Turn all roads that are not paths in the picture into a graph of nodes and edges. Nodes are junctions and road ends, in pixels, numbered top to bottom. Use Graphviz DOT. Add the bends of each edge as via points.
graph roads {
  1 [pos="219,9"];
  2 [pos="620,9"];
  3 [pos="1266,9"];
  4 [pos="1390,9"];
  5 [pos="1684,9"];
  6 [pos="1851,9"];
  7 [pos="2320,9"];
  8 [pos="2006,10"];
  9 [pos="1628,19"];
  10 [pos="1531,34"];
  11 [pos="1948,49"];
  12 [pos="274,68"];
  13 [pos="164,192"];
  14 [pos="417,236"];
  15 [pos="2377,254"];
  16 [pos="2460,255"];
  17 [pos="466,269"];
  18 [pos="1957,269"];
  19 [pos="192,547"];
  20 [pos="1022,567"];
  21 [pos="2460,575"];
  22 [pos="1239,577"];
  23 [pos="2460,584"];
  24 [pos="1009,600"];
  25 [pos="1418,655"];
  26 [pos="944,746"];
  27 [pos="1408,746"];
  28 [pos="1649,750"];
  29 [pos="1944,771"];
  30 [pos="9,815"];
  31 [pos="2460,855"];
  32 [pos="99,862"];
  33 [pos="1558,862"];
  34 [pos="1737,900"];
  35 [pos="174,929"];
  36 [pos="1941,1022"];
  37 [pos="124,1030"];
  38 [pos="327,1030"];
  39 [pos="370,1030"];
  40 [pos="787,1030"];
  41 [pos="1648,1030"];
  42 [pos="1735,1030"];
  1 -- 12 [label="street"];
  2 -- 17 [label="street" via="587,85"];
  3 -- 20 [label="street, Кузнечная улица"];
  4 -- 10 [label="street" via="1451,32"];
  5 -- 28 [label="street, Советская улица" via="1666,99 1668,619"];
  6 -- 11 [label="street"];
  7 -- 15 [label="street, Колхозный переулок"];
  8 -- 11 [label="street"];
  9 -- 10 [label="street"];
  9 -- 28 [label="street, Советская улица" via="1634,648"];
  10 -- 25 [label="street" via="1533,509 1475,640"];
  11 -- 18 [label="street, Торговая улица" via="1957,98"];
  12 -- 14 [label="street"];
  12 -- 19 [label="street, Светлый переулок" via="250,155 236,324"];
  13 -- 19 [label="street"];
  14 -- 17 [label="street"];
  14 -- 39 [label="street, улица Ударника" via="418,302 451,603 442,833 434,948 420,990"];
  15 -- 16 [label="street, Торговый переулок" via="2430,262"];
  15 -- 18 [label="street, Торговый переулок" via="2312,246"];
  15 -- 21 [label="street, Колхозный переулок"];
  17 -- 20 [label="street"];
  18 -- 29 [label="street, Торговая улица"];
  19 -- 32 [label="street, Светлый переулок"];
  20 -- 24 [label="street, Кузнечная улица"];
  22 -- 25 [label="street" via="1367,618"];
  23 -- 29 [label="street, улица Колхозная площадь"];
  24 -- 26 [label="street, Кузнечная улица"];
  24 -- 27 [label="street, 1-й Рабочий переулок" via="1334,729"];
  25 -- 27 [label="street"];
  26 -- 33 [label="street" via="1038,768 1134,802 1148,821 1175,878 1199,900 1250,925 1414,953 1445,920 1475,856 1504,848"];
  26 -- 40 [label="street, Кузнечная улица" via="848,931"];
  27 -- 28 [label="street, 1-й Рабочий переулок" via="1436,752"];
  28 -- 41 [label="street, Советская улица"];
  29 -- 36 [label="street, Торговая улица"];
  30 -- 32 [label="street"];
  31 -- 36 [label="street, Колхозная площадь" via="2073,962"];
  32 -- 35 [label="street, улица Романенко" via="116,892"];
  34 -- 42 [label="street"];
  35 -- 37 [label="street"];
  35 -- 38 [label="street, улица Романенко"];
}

- - - -

§ What to do: Filter the data down to the lines that contain the string "переулок", and copy them.

§ Written solution:
  7 -- 15 [label="street, Колхозный переулок"];
  12 -- 19 [label="street, Светлый переулок" via="250,155 236,324"];
  15 -- 16 [label="street, Торговый переулок" via="2430,262"];
  15 -- 18 [label="street, Торговый переулок" via="2312,246"];
  15 -- 21 [label="street, Колхозный переулок"];
  19 -- 32 [label="street, Светлый переулок"];
  24 -- 27 [label="street, 1-й Рабочий переулок" via="1334,729"];
  27 -- 28 [label="street, 1-й Рабочий переулок" via="1436,752"];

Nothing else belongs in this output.